Timer task hudson.model.Queue$MaintainTask@75b41624 failed java.lang.NullPointerException at hudson.plugins.buildblocker.BlockingJobsMonitor.checkNodeForQueueEntries(BlockingJobsMonitor.java:108) at hudson.plugins.buildblocker.BuildBlockerQueueTaskDispatcher.checkAccordingToProperties(BuildBlockerQueueTaskDispatcher.java:171) at hudson.plugins.buildblocker.BuildBlockerQueueTaskDispatcher.checkForBlock(BuildBlockerQueueTaskDispatcher.java:127) at hudson.plugins.buildblocker.BuildBlockerQueueTaskDispatcher.canTake(BuildBlockerQueueTaskDispatcher.java:110) at hudson.model.Queue$JobOffer.canTake(Queue.java:260) at hudson.model.Queue.maintain(Queue.java:1529) at hudson.model.Queue$MaintainTask.doRun(Queue.java:2719) at hudson.triggers.SafeTimerTask.run(SafeTimerTask.java:50) at java.util.concurrent.Executors$RunnableAdapter.call(Executors.java:471) at java.util.concurrent.FutureTask.runAndReset(FutureTask.java:304) at java.util.concurrent.ScheduledThreadPoolExecutor$ScheduledFutureTask.access$301(ScheduledThreadPoolExecutor.java:178) at java.util.concurrent.ScheduledThreadPoolExecutor$ScheduledFutureTask.run(ScheduledThreadPoolExecutor.java:293) at java.util.concurrent.ThreadPoolExecutor.runWorker(ThreadPoolExecutor.java:1145) at java.util.concurrent.ThreadPoolExecutor$Worker.run(ThreadPoolExecutor.java:615) at java.lang.Thread.run(Thread.java:745)

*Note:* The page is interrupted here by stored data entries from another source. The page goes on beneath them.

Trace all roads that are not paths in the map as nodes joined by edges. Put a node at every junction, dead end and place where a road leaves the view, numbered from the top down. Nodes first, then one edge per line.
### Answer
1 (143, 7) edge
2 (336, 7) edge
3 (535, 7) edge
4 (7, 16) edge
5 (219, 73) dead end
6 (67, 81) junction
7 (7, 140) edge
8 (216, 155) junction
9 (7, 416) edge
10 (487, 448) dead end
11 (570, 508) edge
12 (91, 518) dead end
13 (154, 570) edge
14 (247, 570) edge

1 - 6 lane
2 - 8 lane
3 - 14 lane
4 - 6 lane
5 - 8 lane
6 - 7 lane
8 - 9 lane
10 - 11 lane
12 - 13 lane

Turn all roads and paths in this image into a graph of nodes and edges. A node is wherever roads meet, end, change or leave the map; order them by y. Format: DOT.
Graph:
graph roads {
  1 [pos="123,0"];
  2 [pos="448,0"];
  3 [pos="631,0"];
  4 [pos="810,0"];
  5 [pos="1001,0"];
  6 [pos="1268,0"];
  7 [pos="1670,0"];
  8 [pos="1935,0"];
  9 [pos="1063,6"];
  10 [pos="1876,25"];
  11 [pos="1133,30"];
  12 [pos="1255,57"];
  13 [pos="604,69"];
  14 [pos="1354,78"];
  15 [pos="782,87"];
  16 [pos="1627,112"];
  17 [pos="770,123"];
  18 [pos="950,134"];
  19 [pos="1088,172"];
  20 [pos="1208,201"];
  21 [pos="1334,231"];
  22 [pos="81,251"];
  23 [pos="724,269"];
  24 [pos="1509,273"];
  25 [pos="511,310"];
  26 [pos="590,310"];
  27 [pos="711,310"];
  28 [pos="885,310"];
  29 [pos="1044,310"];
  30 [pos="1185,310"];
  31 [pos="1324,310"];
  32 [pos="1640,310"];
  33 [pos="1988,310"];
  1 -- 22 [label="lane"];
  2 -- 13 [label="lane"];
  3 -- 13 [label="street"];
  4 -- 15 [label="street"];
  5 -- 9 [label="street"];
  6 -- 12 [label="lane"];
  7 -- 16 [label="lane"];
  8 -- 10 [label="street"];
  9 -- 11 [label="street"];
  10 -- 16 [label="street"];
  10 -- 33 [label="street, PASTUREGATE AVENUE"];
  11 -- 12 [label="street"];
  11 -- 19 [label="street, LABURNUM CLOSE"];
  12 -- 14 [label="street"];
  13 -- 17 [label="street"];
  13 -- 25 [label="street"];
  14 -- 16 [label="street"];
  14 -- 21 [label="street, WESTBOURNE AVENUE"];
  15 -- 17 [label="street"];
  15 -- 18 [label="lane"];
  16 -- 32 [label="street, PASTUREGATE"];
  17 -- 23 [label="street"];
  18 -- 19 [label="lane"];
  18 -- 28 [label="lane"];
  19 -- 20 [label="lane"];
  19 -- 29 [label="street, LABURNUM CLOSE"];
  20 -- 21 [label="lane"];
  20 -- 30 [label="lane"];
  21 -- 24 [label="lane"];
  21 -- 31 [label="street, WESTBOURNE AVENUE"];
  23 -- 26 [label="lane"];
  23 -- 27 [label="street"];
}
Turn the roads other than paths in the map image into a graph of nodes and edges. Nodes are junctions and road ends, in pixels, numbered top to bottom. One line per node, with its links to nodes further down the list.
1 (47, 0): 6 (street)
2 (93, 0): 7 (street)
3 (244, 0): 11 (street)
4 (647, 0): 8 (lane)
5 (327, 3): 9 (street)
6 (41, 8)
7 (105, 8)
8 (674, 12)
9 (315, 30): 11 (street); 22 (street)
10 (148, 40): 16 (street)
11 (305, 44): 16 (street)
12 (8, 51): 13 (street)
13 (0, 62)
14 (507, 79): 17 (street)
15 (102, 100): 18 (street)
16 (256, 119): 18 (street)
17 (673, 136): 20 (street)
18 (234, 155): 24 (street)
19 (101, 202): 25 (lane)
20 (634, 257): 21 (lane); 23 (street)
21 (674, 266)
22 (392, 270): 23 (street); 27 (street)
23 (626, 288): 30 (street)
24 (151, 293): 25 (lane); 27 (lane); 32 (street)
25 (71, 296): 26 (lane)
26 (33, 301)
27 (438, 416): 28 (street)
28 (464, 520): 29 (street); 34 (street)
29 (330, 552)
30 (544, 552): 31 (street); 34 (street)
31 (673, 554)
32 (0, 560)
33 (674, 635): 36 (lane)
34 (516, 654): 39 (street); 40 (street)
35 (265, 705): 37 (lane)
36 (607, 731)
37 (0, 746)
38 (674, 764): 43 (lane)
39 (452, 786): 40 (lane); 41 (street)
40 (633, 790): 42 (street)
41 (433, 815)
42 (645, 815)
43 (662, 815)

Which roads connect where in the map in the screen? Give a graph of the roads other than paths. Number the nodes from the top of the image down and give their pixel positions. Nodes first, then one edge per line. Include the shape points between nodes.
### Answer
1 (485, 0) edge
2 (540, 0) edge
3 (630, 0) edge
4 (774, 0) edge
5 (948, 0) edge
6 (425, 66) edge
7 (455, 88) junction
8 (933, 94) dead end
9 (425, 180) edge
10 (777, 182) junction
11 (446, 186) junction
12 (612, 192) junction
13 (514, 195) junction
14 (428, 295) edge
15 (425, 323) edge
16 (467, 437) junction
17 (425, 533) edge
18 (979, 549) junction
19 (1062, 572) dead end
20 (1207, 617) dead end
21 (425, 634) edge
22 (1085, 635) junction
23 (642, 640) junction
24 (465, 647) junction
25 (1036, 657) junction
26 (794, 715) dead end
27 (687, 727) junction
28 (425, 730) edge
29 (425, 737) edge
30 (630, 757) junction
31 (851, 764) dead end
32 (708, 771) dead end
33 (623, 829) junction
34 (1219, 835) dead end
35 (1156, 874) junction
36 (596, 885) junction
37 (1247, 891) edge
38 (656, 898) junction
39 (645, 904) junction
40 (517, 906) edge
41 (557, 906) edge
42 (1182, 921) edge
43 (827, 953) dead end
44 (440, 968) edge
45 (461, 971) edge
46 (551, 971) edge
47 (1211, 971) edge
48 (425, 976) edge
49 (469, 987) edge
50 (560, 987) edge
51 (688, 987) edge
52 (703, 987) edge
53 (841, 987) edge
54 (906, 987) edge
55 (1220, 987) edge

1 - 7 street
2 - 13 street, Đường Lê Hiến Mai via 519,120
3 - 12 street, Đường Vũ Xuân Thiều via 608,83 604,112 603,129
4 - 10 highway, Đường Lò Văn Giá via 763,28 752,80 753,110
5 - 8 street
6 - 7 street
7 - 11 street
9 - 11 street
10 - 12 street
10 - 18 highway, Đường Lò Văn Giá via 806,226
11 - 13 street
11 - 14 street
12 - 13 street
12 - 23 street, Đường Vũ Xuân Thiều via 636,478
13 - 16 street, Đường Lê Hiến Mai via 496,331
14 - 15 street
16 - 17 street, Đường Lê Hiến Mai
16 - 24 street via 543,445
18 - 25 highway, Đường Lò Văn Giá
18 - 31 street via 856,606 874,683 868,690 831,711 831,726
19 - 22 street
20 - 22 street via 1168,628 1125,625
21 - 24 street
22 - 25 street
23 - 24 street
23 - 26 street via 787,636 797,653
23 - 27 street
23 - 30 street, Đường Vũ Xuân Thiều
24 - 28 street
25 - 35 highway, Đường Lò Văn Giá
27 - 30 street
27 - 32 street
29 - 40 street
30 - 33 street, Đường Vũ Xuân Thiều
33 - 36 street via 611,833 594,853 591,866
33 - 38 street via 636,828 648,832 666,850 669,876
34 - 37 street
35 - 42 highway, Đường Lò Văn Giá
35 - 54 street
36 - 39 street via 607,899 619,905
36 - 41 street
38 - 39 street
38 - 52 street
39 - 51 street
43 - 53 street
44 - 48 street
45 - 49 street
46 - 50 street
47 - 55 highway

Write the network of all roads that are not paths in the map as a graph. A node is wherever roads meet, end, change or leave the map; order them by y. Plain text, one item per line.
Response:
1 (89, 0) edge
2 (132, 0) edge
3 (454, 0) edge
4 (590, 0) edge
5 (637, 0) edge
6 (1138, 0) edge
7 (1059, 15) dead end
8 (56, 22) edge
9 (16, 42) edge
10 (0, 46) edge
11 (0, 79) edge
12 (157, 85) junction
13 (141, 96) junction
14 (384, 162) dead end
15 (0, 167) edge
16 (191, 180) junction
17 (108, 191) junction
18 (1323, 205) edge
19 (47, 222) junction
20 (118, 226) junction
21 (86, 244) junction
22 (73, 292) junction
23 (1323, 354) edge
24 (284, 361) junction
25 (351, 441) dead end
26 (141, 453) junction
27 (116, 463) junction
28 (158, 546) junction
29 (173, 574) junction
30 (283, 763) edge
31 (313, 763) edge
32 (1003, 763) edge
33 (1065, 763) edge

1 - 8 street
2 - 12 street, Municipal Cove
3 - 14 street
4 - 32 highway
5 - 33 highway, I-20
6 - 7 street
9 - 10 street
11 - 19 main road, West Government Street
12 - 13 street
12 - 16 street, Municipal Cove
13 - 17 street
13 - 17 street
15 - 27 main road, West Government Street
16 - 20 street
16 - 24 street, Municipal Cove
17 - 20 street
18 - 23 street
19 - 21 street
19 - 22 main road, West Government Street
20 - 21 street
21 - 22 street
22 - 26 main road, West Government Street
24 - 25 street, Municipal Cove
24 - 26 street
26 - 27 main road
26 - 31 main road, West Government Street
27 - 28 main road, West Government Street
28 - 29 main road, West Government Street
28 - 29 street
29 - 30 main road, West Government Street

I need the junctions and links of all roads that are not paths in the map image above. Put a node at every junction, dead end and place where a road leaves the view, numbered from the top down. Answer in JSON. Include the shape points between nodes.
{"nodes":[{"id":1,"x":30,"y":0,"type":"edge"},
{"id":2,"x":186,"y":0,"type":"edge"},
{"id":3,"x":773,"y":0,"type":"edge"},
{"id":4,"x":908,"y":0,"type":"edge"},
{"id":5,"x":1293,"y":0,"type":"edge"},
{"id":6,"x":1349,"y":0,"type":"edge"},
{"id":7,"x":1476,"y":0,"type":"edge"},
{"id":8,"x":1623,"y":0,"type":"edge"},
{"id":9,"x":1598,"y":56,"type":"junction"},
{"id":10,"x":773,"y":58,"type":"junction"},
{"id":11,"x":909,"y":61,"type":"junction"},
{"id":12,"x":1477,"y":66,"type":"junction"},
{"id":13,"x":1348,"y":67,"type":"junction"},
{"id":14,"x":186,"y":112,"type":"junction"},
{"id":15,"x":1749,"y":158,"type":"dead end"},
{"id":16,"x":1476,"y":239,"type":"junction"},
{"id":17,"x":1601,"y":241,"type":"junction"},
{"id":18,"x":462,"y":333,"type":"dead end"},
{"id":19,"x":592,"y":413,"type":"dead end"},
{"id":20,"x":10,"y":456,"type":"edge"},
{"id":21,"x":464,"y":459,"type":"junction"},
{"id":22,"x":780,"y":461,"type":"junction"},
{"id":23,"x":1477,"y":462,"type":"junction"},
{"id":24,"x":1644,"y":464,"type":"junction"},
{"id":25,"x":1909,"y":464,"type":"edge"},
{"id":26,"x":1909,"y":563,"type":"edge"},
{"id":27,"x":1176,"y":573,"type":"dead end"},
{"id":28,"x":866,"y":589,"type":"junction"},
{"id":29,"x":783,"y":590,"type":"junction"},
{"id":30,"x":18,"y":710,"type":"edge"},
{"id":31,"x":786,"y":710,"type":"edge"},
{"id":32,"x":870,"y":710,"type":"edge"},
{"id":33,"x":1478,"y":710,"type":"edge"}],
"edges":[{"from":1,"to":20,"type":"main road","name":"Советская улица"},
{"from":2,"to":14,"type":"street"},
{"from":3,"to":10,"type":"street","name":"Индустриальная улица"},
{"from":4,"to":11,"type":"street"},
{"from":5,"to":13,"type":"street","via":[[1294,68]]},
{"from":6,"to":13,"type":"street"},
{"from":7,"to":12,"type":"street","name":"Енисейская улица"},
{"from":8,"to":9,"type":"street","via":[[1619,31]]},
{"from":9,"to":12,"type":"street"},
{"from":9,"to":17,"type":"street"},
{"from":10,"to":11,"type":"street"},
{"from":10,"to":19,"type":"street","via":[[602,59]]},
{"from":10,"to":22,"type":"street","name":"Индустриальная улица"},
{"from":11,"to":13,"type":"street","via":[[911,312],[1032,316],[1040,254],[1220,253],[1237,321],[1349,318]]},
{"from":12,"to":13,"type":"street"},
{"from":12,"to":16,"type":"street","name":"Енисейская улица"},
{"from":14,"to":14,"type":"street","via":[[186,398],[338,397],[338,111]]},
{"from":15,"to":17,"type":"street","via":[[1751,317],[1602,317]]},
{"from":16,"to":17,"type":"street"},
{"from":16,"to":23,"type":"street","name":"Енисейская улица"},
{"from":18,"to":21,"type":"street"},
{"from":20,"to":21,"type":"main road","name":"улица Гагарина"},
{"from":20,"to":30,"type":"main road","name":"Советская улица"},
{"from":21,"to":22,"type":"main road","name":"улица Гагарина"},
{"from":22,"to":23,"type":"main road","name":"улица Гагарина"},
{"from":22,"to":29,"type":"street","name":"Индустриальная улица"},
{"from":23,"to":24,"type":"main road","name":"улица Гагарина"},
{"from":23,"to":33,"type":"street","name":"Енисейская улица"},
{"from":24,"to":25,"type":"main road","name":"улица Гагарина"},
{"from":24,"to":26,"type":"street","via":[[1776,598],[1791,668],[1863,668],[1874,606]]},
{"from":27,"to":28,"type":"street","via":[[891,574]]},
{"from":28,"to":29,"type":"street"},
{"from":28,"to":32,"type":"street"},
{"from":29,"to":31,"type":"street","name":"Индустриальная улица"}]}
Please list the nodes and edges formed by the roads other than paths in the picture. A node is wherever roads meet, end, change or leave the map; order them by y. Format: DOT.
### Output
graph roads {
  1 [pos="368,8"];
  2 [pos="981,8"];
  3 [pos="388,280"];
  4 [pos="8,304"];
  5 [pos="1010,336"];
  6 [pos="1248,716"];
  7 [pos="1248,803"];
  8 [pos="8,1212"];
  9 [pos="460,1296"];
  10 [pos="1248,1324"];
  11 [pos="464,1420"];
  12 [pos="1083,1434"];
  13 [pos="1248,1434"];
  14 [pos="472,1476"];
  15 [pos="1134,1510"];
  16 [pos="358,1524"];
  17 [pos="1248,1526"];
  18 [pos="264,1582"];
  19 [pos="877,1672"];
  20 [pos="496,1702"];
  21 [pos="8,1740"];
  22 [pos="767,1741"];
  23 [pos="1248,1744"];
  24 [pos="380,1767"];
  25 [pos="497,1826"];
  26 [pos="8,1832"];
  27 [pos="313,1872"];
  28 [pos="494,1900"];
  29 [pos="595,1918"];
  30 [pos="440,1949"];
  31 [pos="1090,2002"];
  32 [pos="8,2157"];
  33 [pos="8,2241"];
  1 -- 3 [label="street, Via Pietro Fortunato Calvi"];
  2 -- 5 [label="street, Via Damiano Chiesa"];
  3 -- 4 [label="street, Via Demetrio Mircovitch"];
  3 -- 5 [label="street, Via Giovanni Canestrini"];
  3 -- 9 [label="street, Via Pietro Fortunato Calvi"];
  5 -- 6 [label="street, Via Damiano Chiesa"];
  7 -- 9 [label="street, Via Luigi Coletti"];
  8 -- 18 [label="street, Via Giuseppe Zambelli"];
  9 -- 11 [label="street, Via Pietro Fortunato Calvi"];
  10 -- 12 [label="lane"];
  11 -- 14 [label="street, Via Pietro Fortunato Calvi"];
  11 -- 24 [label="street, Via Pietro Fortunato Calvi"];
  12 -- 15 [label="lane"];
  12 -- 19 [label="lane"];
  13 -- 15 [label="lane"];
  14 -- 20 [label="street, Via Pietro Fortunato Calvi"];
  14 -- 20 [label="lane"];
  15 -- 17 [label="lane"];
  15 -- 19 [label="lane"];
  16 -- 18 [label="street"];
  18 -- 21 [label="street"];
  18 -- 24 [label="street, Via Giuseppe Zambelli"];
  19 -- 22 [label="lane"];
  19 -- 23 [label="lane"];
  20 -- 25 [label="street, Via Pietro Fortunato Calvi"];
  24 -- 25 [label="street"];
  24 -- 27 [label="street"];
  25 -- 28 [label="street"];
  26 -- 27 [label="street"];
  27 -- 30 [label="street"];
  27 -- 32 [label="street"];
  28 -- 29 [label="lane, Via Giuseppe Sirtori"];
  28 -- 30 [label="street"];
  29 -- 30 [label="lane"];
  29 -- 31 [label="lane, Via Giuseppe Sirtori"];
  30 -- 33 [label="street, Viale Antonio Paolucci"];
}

Problem is appearing in v1.654
Seems like 1.651.1 and 1.651.2 are also affected.
Any update on this? :/
Jenkins: 2.7.1
Build Blocker Plugin: 1.7.3
I am also facing same issue. version of plugin-1.7.3 , Jenkins-2.19.3
Setting: block on node level = true
check buildable queued builds = true
Blocking Jobs = .*
Two jobs keep blocking each other if these are queued.
There should be some way it resolves automatically.
Happens to me as well:
Jan 05, 2017 9:12:17 AM hudson.triggers.SafeTimerTask run SEVERE: Timer task hudson.model.Queue$MaintainTask@63703c8 failed java.lang.NullPointerException at hudson.plugins.buildblocker.BlockingJobsMonitor.checkNodeForQueueEntries(BlockingJobsMonitor.java:108) at hudson.plugins.buildblocker.BuildBlockerQueueTaskDispatcher.checkAccordingToProperties(BuildBlockerQueueTaskDispatcher.java:171) at hudson.plugins.buildblocker.BuildBlockerQueueTaskDispatcher.checkForBlock(BuildBlockerQueueTaskDispatcher.java:127) at hudson.plugins.buildblocker.BuildBlockerQueueTaskDispatcher.canTake(BuildBlockerQueueTaskDispatcher.java:110) at hudson.model.Queue$JobOffer.canTake(Queue.java:258) at hudson.model.Queue.maintain(Queue.java:1519) at hudson.model.Queue$MaintainTask.doRun(Queue.java:2709) at hudson.triggers.SafeTimerTask.run(SafeTimerTask.java:50) at java.util.concurrent.Executors$RunnableAdapter.call(Executors.java:471) at java.util.concurrent.FutureTask.runAndReset(FutureTask.java:304) at java.util.concurrent.ScheduledThreadPoolExecutor$ScheduledFutureTask.access$301(ScheduledThreadPoolExecutor.java:178) at java.util.concurrent.ScheduledThreadPoolExecutor$ScheduledFutureTask.run(ScheduledThreadPoolExecutor.java:293) at java.util.concurrent.ThreadPoolExecutor.runWorker(ThreadPoolExecutor.java:1145) at java.util.concurrent.ThreadPoolExecutor$Worker.run(ThreadPoolExecutor.java:615) at java.lang.Thread.run(Thread.java:745)
Jenkins version 2.15
https://github.com/jenkinsci/build-blocker-plugin/pull/9 is an attempt to fix that, but AFAIK there is no active maintainer
The pull request has been merged and released on version 1.7.5 of the plugin.
Please verify that the fix covers your use case.
I had to downgrade to Jenkins 1.608 to make it work again. Something in 1.609 or 1.610 must have broken it.